With Biden's 1.9-trillion relief plan aimed at recovery, long-term challenges remain


LONG-TERM CHALLENGES
Amid widespread COVID-19 shutdowns in March and April last year, 22 million Americans lost their jobs. Despite some improvement, the US labor market has seen its recovery stalled in recent months amid surging COVID-19 cases.
US employers added just 49,000 jobs this January, after slashing a downwardly revised 227,000 jobs in December, according to a monthly employment report by the Labor Department. Biden said the latest data showed over 10 million people remain out of work.
US Treasury Secretary Janet Yellen said Sunday that the country could return to full employment in 2022 if it enacts Biden's relief bill, citing an analysis from the Congressional Budget Office that showed the unemployment rate would stay elevated for years to come without additional support.
Commenting on the 1.9-trillion relief plan, Jeffrey Sachs, economics professor at Columbia University and senior United Nations advisor, told Xinhua via email that it is a "bold program" to control the pandemic and reflate the economy.
"If the vaccine distribution and public health measures are well carried out, and if the new viral variants do not disrupt the suppression of the epidemic, the policy measures would lead to a very robust recovery in the second half of 2021," Sachs said.
Nonetheless, he said the United States will need more "fundamental policy changes" to address long term needs: infrastructure, climate change, innovation and inequality. "That long-term recovery package still lies ahead," said the renowned economist.
In the Washington Post article, Summers said that if Biden's bill is enacted, Congress will have committed 15 percent of the gross domestic product with essentially no increase in public investment to address such challenges as economic injustice and slow growth.
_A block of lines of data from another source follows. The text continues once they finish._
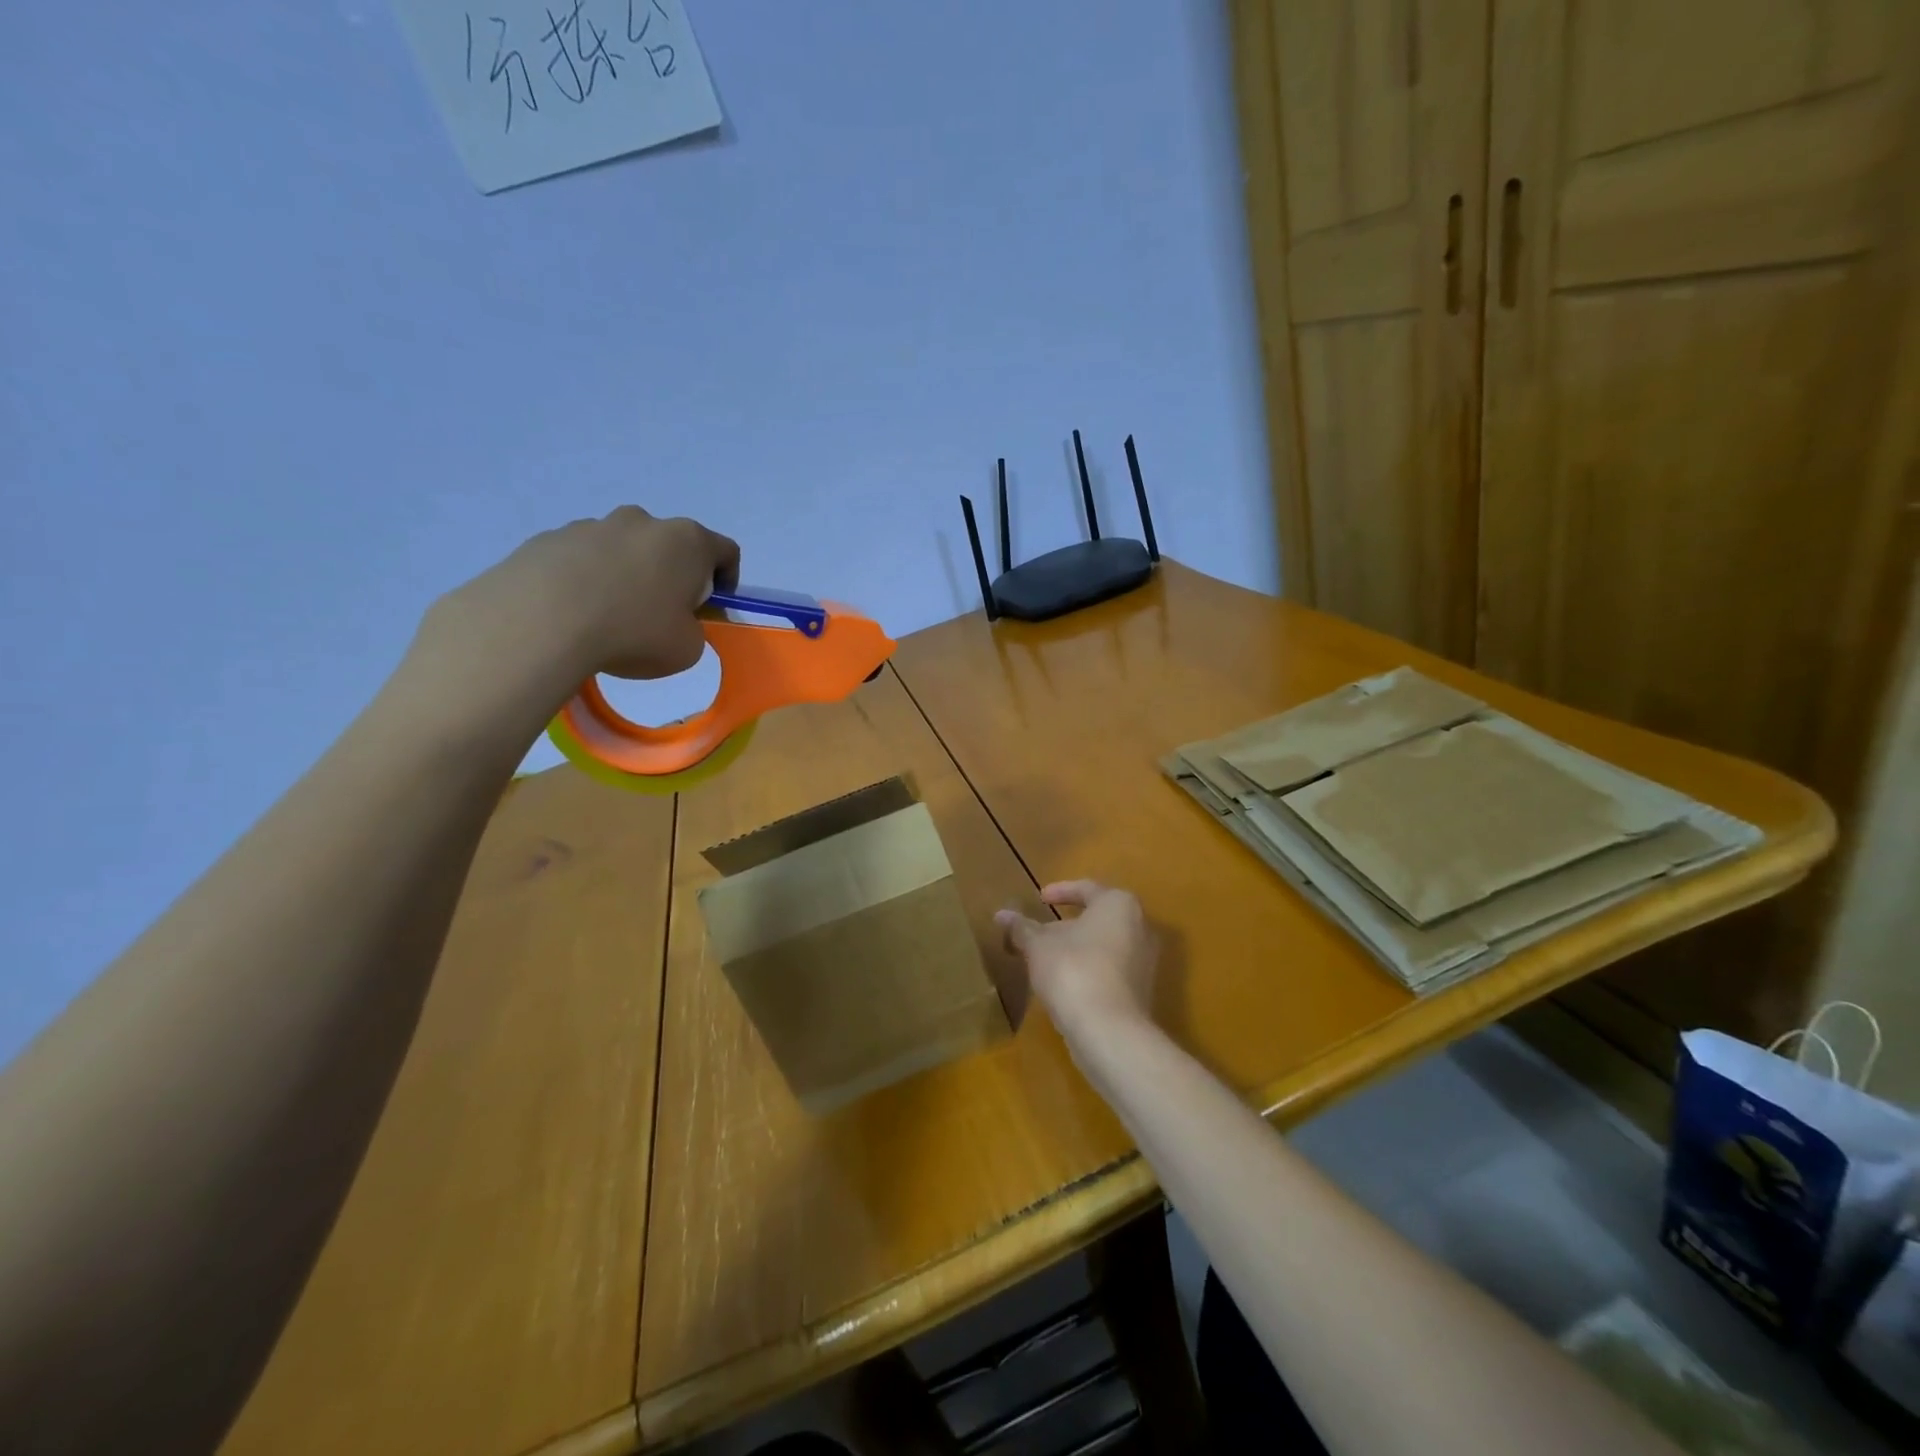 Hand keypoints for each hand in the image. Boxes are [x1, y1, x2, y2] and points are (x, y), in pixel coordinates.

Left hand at [415, 507, 740, 706]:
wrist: (542, 622)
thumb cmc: (635, 633)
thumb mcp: (688, 649)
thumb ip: (692, 630)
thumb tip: (674, 621)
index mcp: (687, 542)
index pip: (726, 551)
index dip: (727, 581)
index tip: (710, 609)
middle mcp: (644, 522)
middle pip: (671, 546)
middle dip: (673, 576)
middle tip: (662, 616)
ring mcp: (594, 525)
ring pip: (625, 550)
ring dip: (628, 576)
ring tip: (611, 619)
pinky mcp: (552, 538)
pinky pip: (583, 559)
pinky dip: (588, 581)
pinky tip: (576, 615)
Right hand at [995, 881, 1157, 1049]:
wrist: (1109, 1031)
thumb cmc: (1073, 970)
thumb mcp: (1038, 946)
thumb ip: (1021, 927)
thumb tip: (1001, 914)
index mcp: (1118, 904)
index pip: (1086, 888)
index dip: (1060, 892)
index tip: (1039, 899)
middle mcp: (1140, 926)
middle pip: (1098, 918)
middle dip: (1066, 925)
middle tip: (1039, 932)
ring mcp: (1145, 961)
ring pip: (1105, 945)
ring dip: (1076, 949)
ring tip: (1046, 959)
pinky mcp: (1141, 990)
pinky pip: (1111, 969)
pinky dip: (1088, 969)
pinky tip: (1064, 983)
Committee for a Responsible Federal Budget, a Washington, D.C.-based nonpartisan watchdog group, said in a Wednesday statement that "borrowing is not free and comes with risks," urging elected officials to be "good stewards" of the money they borrow.
"Politicians should not be taking advantage of this opportunity to buy off voters, pursue their long-term policy agenda, test the limits of the economy, or set up a series of future budget showdowns," the group said.
"Taking this crisis seriously means spending money wisely -- especially when we're borrowing it from those too young to have a vote," it added.